Elsewhere, it contends: “A relationship based on control could harm the freedom and equality of those not belonging to the majority. This is especially true when the majority espouses a selective demographic policy, which entrenches its status over time.”

The book, inter alia, brands Israeli presence beyond the 1949 armistice lines as illegitimate and blames Israel for the absence of peace.

There may be parents who approve that the aforementioned be inculcated into their children. But there are numerous others who most clearly do not. It is not the task of public education to indoctrinate and certainly not to force a radical minority’s agenda upon a majority.

But the issue here transcends even such basic considerations because Cohen’s own appointment was blatantly political.
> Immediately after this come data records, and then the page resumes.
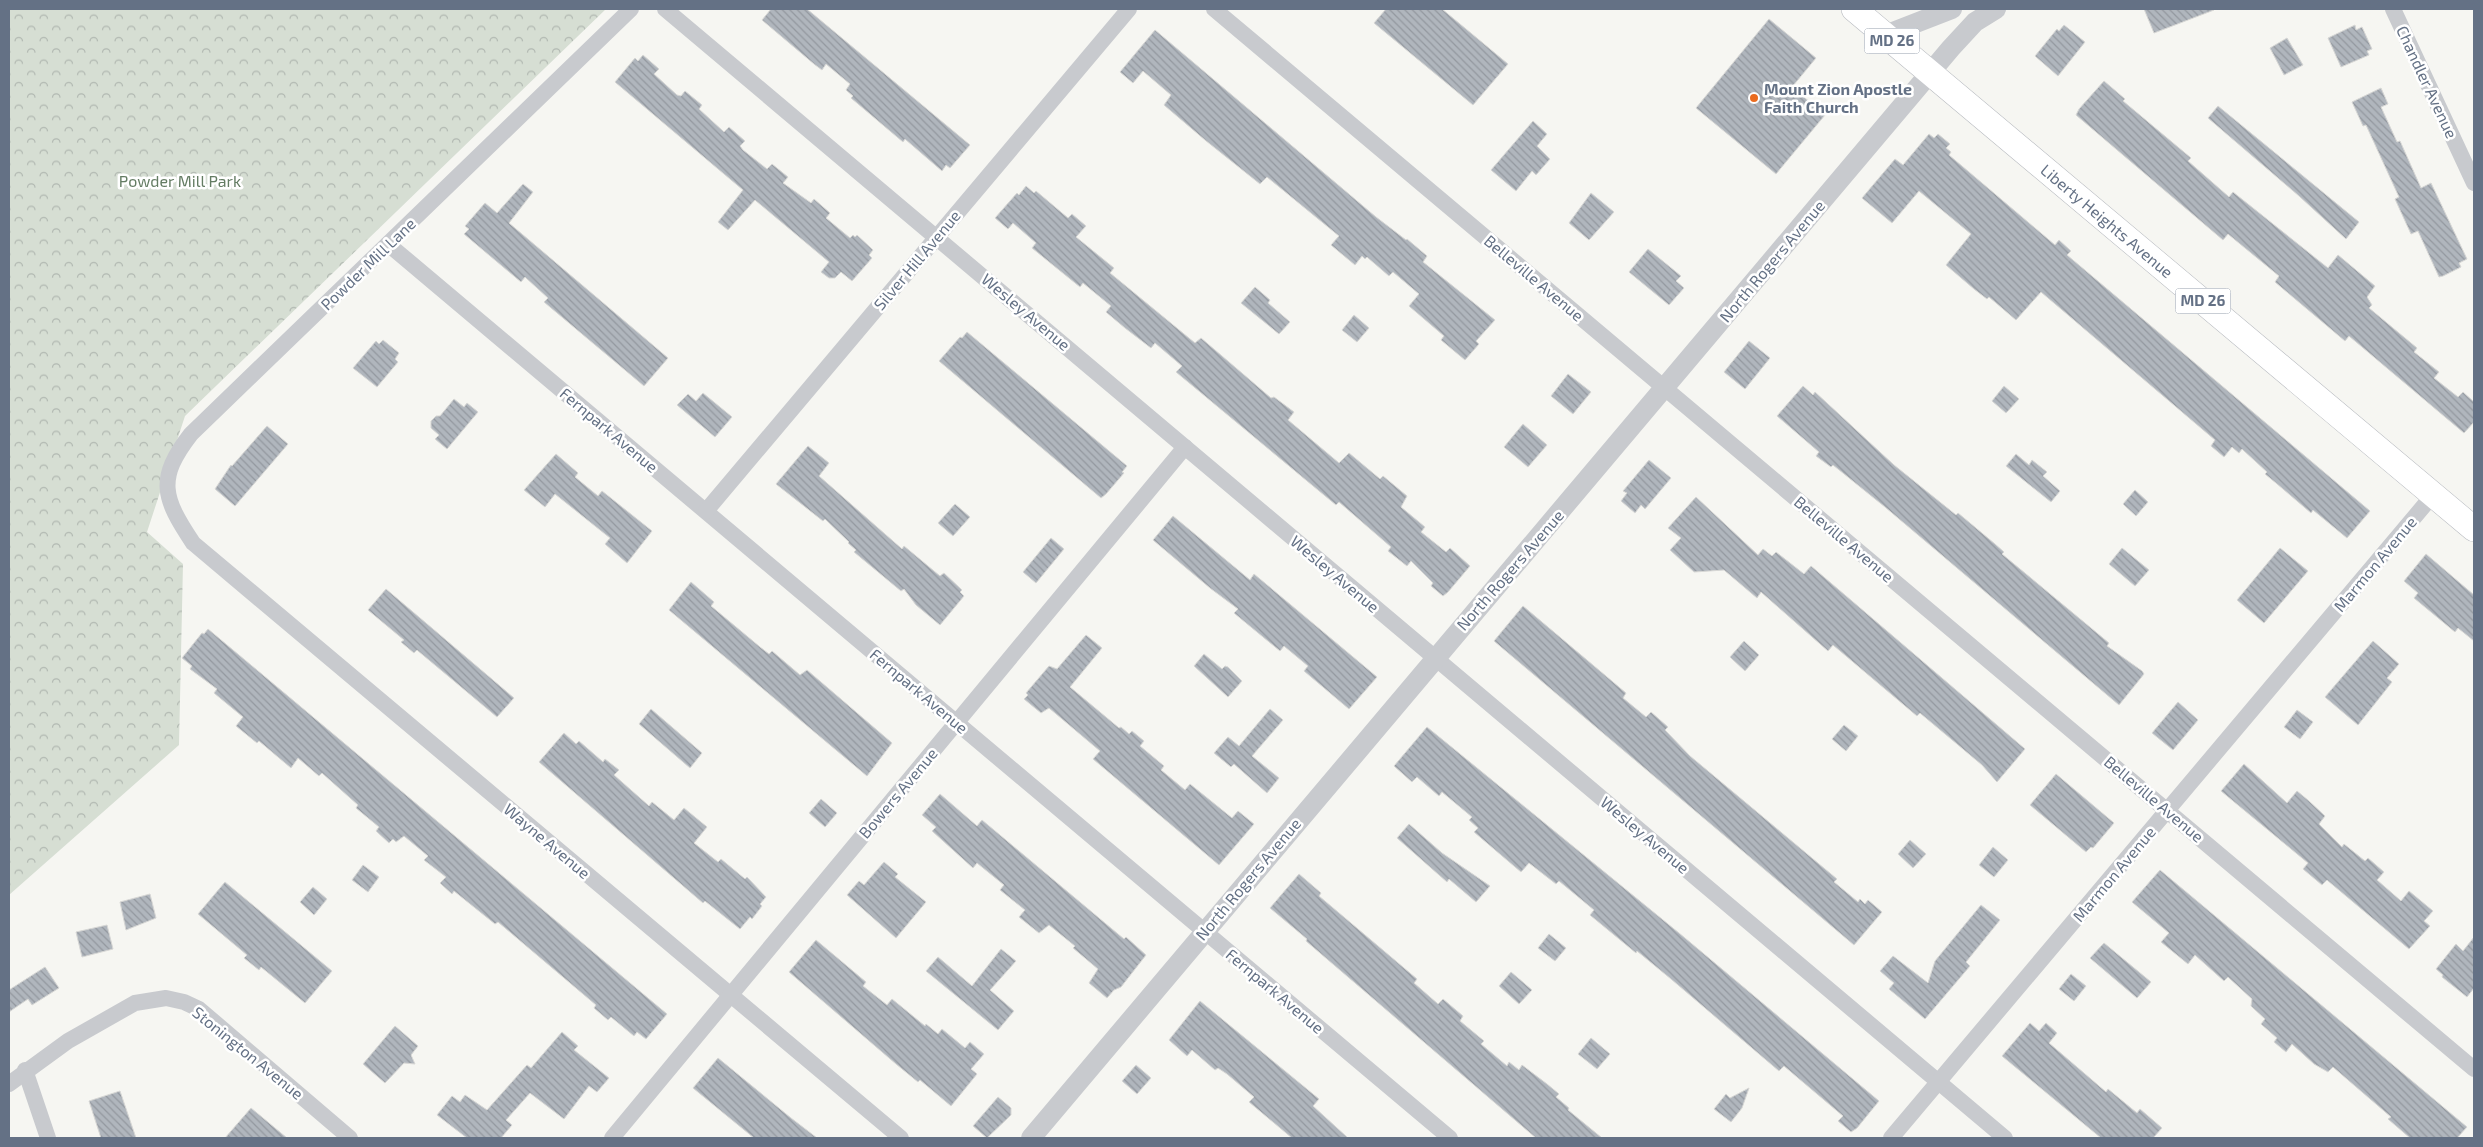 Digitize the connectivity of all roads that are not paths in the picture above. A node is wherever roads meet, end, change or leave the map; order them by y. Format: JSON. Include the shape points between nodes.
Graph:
{"nodes":[{"id":1,"x":631,"y":9,"type":"edge"},
{"id":2,"x":666,"y":9,"type":"edge"},
{"id":3,"x":1129,"y":9,"type":"edge"},
{"id":4,"x":1214,"y":9,"type":"edge"},
{"id":5,"x":1854,"y":9,"type":"edge"},
{"id":6,"x":1952,"y":9,"type":"edge"},
{"id":7,"x":1996,"y":9,"type":"edge"},
{"id":8,"x":2393,"y":9,"type":"edge"},
{"id":9,"x":1885,"y":35,"type":"junction"},
{"id":10,"x":1931,"y":73,"type":"junction"},
{"id":11,"x":2474,"y":183,"type":"edge"},
{"id":12,"x":936,"y":237,"type":"junction"},
{"id":13,"x":388,"y":244,"type":"junction"},
{"id":14,"x":1666,"y":388,"type":"junction"},
{"id":15,"x":1185,"y":447,"type":"junction"},
{"id":16,"x":2433,"y":495,"type":"junction"},
{"id":17,"x":706,"y":512,"type":"junction"},
{"id":18,"x":2474,"y":529,"type":"edge"},
{"id":19,"x":193,"y":543,"type":"joint"},
{"id":20,"x":1435,"y":658,"type":"junction"},
{"id":21,"x":956,"y":722,"type":"junction"},
{"id":22,"x":2167,"y":810,"type":"junction"},
{"id":23,"x":1204,"y":931,"type":"junction"},
{"id":24,"x":731,"y":995,"type":"junction"},
{"id":25,"x":2474,"y":1069,"type":"edge"},
{"id":26,"x":26,"y":1070,"type":"junction"},
{"id":27,"x":1939,"y":1082,"type":"junction"},
{"id":28,"x":9,"y":1084,"type":"edge"},
{"id":29,"x":48,"y":1138,"type":"edge"},
{"id":30,"x":350,"y":1138,"type":"edge"},
{"id":31,"x":612,"y":1138,"type":"edge"},
{"id":32,"x":901,"y":1138,"type":"edge"},
{"id":33,"x":1031,"y":1138,"type":"edge"},
{"id":34,"x":1450,"y":1138,"type":"edge"},
{"id":35,"x":1891,"y":1138,"type":"edge"},
{"id":36,"x":2006,"y":1138,"type":"edge"}],
"edges":[{"from":1,"to":13,"type":"street","name":"Powder Mill Lane"},
{"from":2,"to":12,"type":"street","name":"Wesley Avenue"},
{"from":3,"to":12,"type":"street","name":"Silver Hill Avenue"},
{"from":4,"to":14,"type":"street","name":"Belleville Avenue"},
{"from":5,"to":9,"type":"main road","name":"Liberty Heights Avenue","number":"MD 26"},
{"from":6,"to":9,"type":"street"},
{"from":7,"to":10,"type":"street","name":"North Rogers Avenue","via":[[1967,30]]},
{"from":8,"to":11,"type":"street","name":"Chandler Avenue"},
{"from":9,"to":10,"type":"main road","name":"Liberty Heights Avenue","number":"MD 26"},
{"from":10,"to":14,"type":"street","name":"North Rogers Avenue"},
{"from":10,"to":16,"type":"main road","name":"Liberty Heights Avenue","number":"MD 26"},
{"from":12,"to":15,"type":"street","name":"Wesley Avenue"},
{"from":12,"to":17,"type":"street","name":"Silver Hill Avenue"},
{"from":13,"to":17,"type":"street","name":"Fernpark Avenue"},
{"from":13,"to":19,"type":"street","name":"Powder Mill Lane","via":[[191,434],[176,454],[169,472],[167,492],[174,515]]},
{"from":14,"to":20,"type":"street","name":"North Rogers Avenue"},
{"from":14,"to":22,"type":"street","name":"Belleville Avenue"},
{"from":15,"to":20,"type":"street","name":"Wesley Avenue"},
{"from":15,"to":21,"type":"street","name":"Bowers Avenue"},
{"from":16,"to":18,"type":"main road","name":"Liberty Heights Avenue","number":"MD 26"},
{"from":16,"to":22,"type":"street","name":"Marmon Avenue"},
{"from":17,"to":21,"type":"street","name":"Fernpark Avenue"},
{"from":19,"to":24,"type":"street","name":"Wayne Avenue"},
{"from":20,"to":23,"type":"street","name":"North Rogers Avenue"},
{"from":20,"to":27,"type":"street","name":"Wesley Avenue"},
{"from":21,"to":23,"type":"street","name":"Fernpark Avenue"},
{"from":21,"to":24,"type":"street","name":"Bowers Avenue"},
{"from":22,"to":25,"type":"street","name":"Belleville Avenue"},
{"from":22,"to":27,"type":"street","name":"Marmon Avenue"},
{"from":23,"to":33,"type":"street","name":"North Rogers Avenue"},
{"from":23,"to":34,"type":"street","name":"Fernpark Avenue"},
{"from":24,"to":31,"type":"street","name":"Bowers Avenue"},
{"from":24,"to":32,"type":"street","name":"Wayne Avenue"},
{"from":26,"to":28,"type":"street","name":"Stonington Avenue"},
{"from":26,"to":29,"type":"street"},
{"from":26,"to":30,"type":"street","name":"Stonington Avenue","via":[[68,1041],[135,1003],[166,998],[200,1009]]},
{"from":27,"to":35,"type":"street","name":"Marmon Avenue"},
{"from":27,"to":36,"type":"street","name":"Wesley Avenue"}]}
When Labor’s Yuli Tamir was education minister (and sought to introduce the “Nakba” into the school curriculum), she summarily fired Cohen’s predecessor, Esther Brand, whose chief sin was her residence in beyond-the- Green-Line Kedumim.

At the time, in 2007, all those who now vehemently object to discontinuing Cohen’s contract voiced no hint of protest about what was done to the tenured Brand. Tamir contended that her sacking was “thoroughly professional,” even though the courts unambiguously disagreed.

Tamir replaced Brand with Cohen, whose views meshed with hers. Perhaps that was her right. But is it not then likewise Sa’ar’s inherent right to appoint, albeit very belatedly, top-ranking personnel who would further his declared aims rather than hinder them? Surely even Cohen’s staunchest supporters must agree that it is disingenuous to deny Sa’ar what’s permissible for Tamir.

It is high time that trendsetters in our public discourse concede that politicization is in the beholders’ eye. One man’s cronyism is another’s professional choice. Often those who protest loudest against political appointments – and the smut, scandal and sleaze popularly ascribed to them – can hardly claim a spotless record themselves.

Moreover, the people choose representatives, whom they expect to implement those policies that received the voters’ approval in the electoral process. Yet these elected representatives can hardly fulfill their promises if surrounded by executives who espouse opposing opinions.

Like-minded appointees are indispensable, not evidence of corruption.

The experience of this country’s first Likud prime minister, Menachem Begin, amply illustrates this. High-mindedly, he refused to tamper with the civil service he inherited from his Labor predecessors – who themselves openly and unabashedly barred the appointments of Likud members as a matter of declared policy. However, the Laborites he left in such key ministries as the treasury didn’t cooperate with Begin’s government, didn’t support its policies and even sabotaged them.

To demand that such a situation be considered the desired norm is a basic misunderstanding of what democracy is all about. To demand that the government operate with functionaries opposed to its creed assumes that no ideological or other differences exist or should exist among the people’s elected representatives. This further assumes that policy changes should be rendered effectively impossible.